St. Rita of Cascia was a humble and holy woman who lived in the 15th century. Both during life and after death, St. Rita was a powerful intercessor, always praying for those most in need.
After dying from tuberculosis, Rita was almost immediately connected to multiple miracles. According to author Bert Ghezzi, “Three days later, Domenico Angeli, a notary of Cascia, recorded eleven miracles that occurred upon the saint’s death.”
Ever since then she has been widely known as a miraculous intercessor, with countless miracles occurring through her heavenly intercession, especially for impossible causes.

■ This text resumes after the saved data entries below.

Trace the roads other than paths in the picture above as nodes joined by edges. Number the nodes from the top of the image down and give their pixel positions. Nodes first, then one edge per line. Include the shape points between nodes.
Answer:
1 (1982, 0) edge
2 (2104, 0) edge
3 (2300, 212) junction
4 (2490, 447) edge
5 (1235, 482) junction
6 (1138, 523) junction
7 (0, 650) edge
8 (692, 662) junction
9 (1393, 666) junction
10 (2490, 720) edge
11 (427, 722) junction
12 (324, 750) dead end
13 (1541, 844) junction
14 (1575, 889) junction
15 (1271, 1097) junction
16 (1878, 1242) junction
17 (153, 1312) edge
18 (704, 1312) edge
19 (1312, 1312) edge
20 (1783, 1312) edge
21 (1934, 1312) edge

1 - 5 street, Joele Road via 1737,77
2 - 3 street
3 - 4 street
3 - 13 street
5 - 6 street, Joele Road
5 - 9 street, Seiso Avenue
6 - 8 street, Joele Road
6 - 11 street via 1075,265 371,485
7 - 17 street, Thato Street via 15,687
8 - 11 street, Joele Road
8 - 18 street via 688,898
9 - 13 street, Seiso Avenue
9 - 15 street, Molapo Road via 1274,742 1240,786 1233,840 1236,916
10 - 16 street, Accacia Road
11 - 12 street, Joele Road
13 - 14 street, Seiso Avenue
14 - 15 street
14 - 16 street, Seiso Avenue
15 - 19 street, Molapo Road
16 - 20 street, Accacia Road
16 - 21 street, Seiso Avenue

Yet, it wasn’t until 1900 that Rita was officially canonized. It took three astonishing miracles to pave the way for her canonization, proving that the faithful can pray to this powerful saint without hesitation. Here is a record of these three miracles as noted in the official decree of canonization.
The first miracle consists of that pleasing scent emanating from the remains of the Saint’s body, the existence of which is confirmed by many reliable witnesses and trustworthy tradition, so that to doubt concerning this fact would be absurd; moreover no natural cause can be given for the existence of this odor, as we see from the physical research which has been made by men most skilled in such things. Furthermore this odor diffuses itself in a manner above the usual laws of nature. Hence we should be persuaded that this fragrance has its origin through divine intervention.

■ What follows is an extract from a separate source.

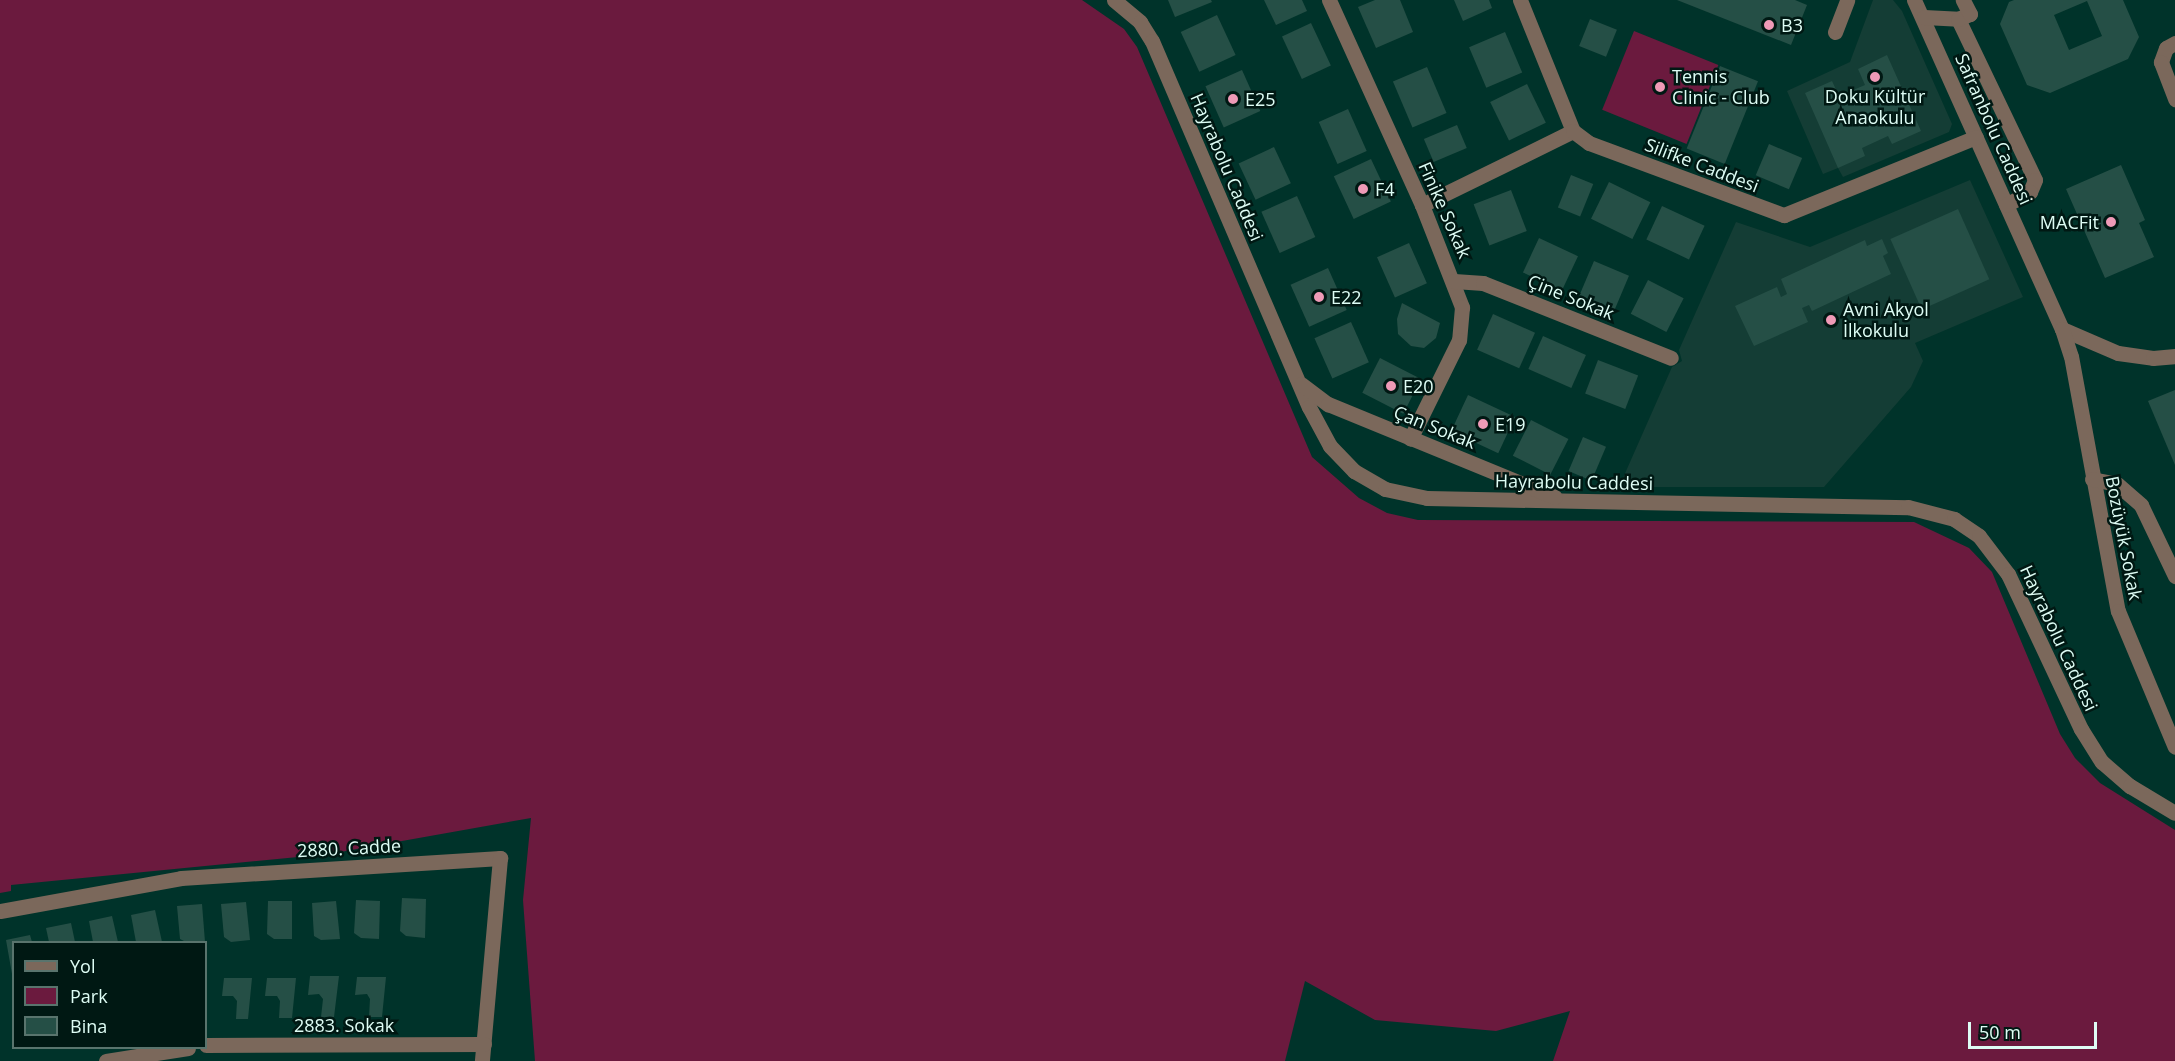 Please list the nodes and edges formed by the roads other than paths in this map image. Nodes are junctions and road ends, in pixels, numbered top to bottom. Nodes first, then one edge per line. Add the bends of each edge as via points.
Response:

The other miracle happened to Elizabeth Bergamini, a young girl in danger of losing her sight from smallpox. Her parents, assured by the physicians that the child’s condition was so serious that medical aid could be of no avail, decided to send her to the Augustinian Convent at Cascia, beseeching St. Rita fervently to deliver their daughter from approaching blindness. Arriving at the convent, the child was clothed with a votive dress in honor of St. Rita. After four months Elizabeth cried out one day that she could see. Together with the nuns she immediately began to give thanks to God who had wrought such a miracle through St. Rita.
The third miracle happened to Cosimo Pelligrini, suffering from chronic catarrhal gastro-enteritis and hemorrhoidal affliction so serious that there was no hope of recovery. Returning one day from church he became so weak from a new attack of his excruciating malady, that he was near death. Doctors, being summoned, ordered him to receive the last Sacraments, receiving which he lay in the bed with every appearance of approaching death, when suddenly he seemed to see St. Rita in the attitude of greeting him. Thereupon his former strength and appetite returned to him, and within a very short time he was able to do the work of a young man, although he was advanced in years, being a septuagenarian.

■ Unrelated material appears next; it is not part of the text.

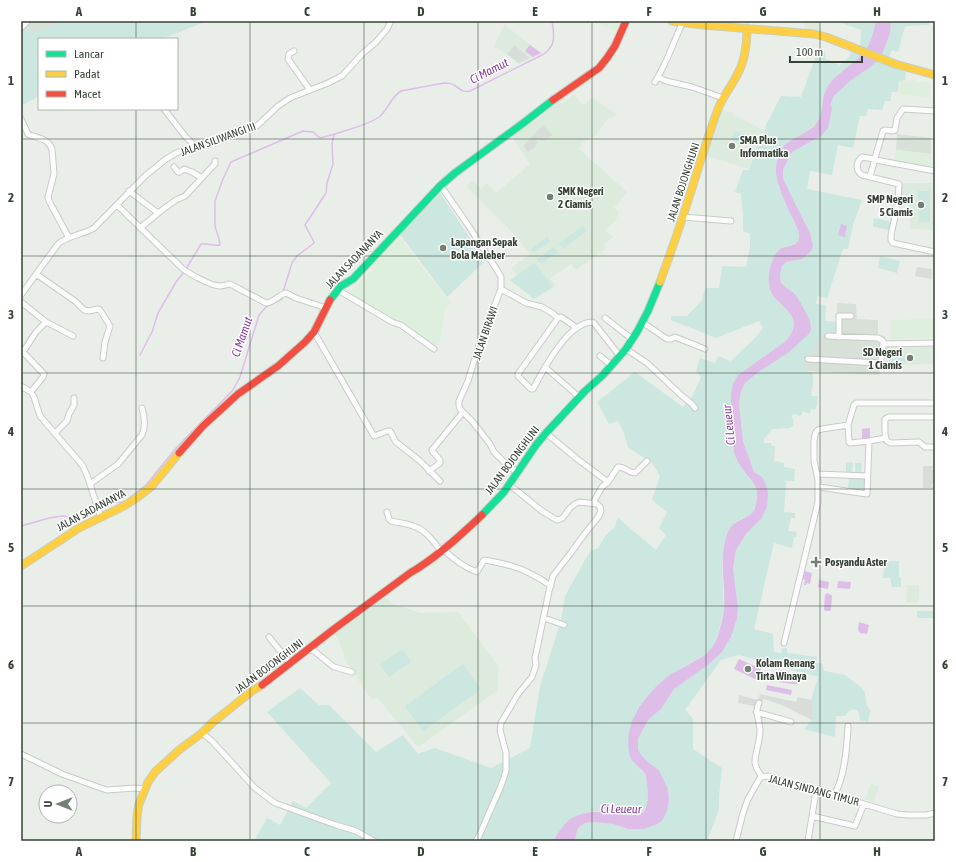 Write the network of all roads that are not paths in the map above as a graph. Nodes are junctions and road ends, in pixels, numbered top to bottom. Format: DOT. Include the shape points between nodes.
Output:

Here is a traditional prayer to St. Rita for her intercession in impossible causes.
O Holy Patroness of those in need, St. Rita, whose pleadings before thy Divine Lord are almost irresistible, who for thy lavishness in granting favors hast been called the Advocate of the Hopeless and even of the Impossible; St. Rita, so humble, so pure, so mortified, so patient and of such compassionate love for thy Crucified Jesus that thou couldst obtain from Him whatsoever thou askest, on account of which all confidently have recourse to thee expecting, if not always relief, at least comfort; be propitious to our petition, showing thy power with God on behalf of thy suppliant; be lavish to us, as thou hast been in so many wonderful cases, for the greater glory of God, for the spreading of thine own devotion, and for the consolation of those who trust in thee.
We promise, if our petition is granted, to glorify thee by making known thy favor, to bless and sing thy praises forever. Relying then upon thy merits and power before the Sacred Heart of Jesus, we pray thee grant that [here mention your petition]. Pray for us, O holy St. Rita, that we may be made worthy of the promises of Christ.